A forma como a educação artística é reduzida em nosso ensino é evidente, e o
pouco aproveitamento dos escassos tempos em salas de aula também. É
necessário repensar formas de como desviar destes bueiros em nossa educação
para não reproduzirmos o que na maioria das vezes tanto criticamos na mesma.
Ao ignorarmos a cultura afro e indígena, e trazermos para a sala de aula somente a
história da arte europeia desde o renascimento até o modernismo, não podemos
nos questionar o que causa o desinteresse dos estudantes se os mesmos não se
identificam com o que escutam, e se não se sentem representados em falas,
quadros, modos de expressão artísticas e tons, traços faciais, cabelos, formas, e
toda a estética que a maioria dos educadores reproduzem ao passar somente o
padrão.
Há quem diga ser revolucionário levar estudantes em museus como o Museu
Nacional de Belas Artes. Não retiro aqui, a importância do ensino fora da sala de
aula e visitas a museus, mas questiono, quais museus? E o porquê de algumas
visitas parecerem não despertar o interesse na maioria dos alunos, principalmente
se esses forem de perfil de escolas estaduais, municipais e federais.

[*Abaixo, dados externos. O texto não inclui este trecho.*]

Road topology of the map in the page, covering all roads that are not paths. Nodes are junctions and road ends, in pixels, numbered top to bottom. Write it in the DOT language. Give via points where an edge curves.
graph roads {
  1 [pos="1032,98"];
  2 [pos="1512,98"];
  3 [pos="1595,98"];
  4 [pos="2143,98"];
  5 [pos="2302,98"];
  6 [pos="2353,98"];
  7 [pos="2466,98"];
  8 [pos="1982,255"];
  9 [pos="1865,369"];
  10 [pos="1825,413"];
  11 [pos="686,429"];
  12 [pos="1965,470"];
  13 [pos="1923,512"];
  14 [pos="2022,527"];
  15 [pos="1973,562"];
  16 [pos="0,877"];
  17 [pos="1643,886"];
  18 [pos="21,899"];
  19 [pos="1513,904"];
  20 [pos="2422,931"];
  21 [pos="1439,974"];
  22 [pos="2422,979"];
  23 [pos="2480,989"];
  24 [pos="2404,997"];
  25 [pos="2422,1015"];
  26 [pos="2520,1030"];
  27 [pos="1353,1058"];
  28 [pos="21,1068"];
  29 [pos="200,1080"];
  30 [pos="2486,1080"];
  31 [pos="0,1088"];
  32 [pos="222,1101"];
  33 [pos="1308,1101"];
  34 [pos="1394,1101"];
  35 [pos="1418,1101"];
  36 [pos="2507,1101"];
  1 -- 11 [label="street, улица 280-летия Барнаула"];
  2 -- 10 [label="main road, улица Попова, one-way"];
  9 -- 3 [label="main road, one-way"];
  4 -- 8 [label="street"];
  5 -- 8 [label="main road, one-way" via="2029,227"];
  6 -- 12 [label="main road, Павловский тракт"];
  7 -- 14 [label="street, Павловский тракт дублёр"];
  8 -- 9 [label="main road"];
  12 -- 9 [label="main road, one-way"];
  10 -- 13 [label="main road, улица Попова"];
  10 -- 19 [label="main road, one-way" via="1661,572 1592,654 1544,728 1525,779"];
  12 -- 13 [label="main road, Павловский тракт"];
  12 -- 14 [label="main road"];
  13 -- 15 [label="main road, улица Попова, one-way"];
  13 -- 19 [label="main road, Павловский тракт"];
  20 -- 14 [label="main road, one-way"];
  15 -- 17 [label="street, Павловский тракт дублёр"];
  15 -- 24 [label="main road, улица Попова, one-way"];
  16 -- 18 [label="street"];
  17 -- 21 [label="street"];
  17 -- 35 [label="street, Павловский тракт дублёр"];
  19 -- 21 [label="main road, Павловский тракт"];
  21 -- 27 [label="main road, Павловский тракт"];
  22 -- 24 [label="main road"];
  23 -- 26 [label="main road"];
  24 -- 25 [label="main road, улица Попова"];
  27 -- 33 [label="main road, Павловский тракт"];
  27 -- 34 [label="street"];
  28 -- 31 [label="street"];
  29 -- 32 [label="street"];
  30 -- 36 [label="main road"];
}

Em uma obra audiovisual da música “Apeshit” de autoria de Beyoncé e Jay Z,
artistas internacionais reconhecidos com mais de 10 Grammys cada um, os músicos
se utilizam de diversos corpos pretos em performance no Museu do Louvre, um dos
museus tidos como mais importantes do mundo e com enorme acervo de obras de
civilizações antigas e achados arqueológicos. O clipe traz à tona a ironia da
presença de corpos que foram e são apagados pela cultura ocidental em um espaço
onde esse apagamento é evidente nas obras expostas, e onde o mínimo de arte de
descendências africanas são “achados” arqueológicos tidos como posse e retirados
de seus locais de origem, como Egito e antiga mesopotâmia, ou mesmo civilizações
antigas da América do Sul ou Oriente Médio.
Os primeiros passos para mudança e a Lei nº 10.639/03
A Lei nº 10.639/03 sancionada em 2003, inclui no currículo oficial da Rede de
Ensino a obrigatoriedade da temática "História e Cultura Afro-Brasileira e Africana".

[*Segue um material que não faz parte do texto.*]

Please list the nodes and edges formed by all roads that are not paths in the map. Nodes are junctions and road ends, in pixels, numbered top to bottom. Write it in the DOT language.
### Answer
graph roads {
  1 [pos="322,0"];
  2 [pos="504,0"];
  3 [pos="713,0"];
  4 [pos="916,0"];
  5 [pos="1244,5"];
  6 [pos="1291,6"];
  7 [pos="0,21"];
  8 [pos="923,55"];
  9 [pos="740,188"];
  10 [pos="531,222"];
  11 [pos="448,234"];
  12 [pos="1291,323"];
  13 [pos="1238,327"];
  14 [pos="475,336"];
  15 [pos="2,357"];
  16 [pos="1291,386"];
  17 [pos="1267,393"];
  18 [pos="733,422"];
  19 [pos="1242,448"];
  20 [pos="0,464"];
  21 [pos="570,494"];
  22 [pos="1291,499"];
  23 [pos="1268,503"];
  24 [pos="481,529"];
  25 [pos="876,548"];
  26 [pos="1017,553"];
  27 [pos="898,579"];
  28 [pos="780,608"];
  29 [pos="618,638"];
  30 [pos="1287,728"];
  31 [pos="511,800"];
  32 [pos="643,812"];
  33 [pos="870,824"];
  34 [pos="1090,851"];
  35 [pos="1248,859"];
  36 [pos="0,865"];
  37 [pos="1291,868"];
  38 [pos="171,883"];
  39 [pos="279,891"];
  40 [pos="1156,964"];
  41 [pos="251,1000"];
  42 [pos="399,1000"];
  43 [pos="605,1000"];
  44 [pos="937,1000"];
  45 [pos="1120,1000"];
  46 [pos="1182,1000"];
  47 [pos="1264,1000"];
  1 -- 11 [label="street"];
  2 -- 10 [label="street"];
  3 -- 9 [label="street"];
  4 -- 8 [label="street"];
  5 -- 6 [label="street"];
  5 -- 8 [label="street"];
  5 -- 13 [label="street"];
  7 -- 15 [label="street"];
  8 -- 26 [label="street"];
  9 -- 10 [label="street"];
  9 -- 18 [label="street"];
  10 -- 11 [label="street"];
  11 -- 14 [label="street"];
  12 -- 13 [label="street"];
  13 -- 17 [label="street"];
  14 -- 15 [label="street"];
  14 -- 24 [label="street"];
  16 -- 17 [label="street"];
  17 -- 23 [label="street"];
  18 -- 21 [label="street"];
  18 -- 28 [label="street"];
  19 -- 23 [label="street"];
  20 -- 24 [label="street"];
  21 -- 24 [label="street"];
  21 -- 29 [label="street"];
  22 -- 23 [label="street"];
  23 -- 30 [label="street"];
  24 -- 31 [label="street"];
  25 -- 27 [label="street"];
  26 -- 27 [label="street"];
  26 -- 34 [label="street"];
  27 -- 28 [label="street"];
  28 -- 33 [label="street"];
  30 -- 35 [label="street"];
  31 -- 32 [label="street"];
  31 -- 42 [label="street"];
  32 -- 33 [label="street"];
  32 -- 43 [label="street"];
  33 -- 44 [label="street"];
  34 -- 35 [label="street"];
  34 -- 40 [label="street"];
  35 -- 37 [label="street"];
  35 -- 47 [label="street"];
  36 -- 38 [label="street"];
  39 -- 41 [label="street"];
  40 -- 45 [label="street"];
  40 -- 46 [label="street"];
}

A lei foi considerada um enorme avanço na pedagogia, porém o maior desafio tem
sido a sua implementação nos espaços para além do dia da Consciência Negra nas
escolas. A criação da lei e sua prática não pode se resumir somente a discussão de
racismo e falas somente em eventos e “feiras da cultura”, algo bastante comum em
nossas escolas, e sim a implementação de filosofias e ensinamentos de
conhecimentos ancestrais ao povo brasileiro no dia a dia dos alunos e também ao
corpo docente.
A inserção de teóricos da história da arte africana e indígena, pintores, escultores,
graffiteiros, dançarinos e músicos renomados, e a valorização da arte periférica nas
escolas e áreas de ensino são os primeiros passos para colocar em prática a
mudança que a maioria dos intelectuais acadêmicos da área de ensino questionam
tanto: a mudança de nosso modelo de ensino. A busca por museus, peças de teatro
e demais locais não acessíveis para a maioria de nossa população infantil e jovem
de periferias e favelas precisa ser selecionada com base na escolha deles, e de
narrativas próximas, assim como também espaços mais próximos de suas
residências que muitas vezes tem muito em agregar no ensino de cada um.

Conclusão
A mudança talvez para uma melhor aplicação do ensino de arte nas escolas não
tenha que partir somente do modelo de ensino e passagem de informação de
professores para alunos, ou mudança na interação em salas de aula e sim nossas
referências, inclusive em educação. O que está ultrapassado em nossa educação
artística não é somente o modelo livro-aluno, e sim nós mesmos em ignorar
conhecimentos primordiais de nossos povos originários que tem muito a nos ensinar
em todas as áreas, sejam elas consideradas científicas, ou não.
É necessário acima de tudo uma formação e esforço dos atuais professores de
artes por uma pesquisa aprofundada em descobertas de teóricos e pesquisadores
que saibam de onde partir para procurarmos referências para trazer em sala de aula
e passarmos uns para os outros assim como tem sido feito neste ensaio.

Referências Bibliográficas:
CARNEIRO, Aparecida Sueli. A construção do outro como não-ser como
fundamento do ser. 2005. Tese (Doutorado) – Universidade de São Paulo, São
Paulo, 2005. . Acesso em: 31 maio. 2021.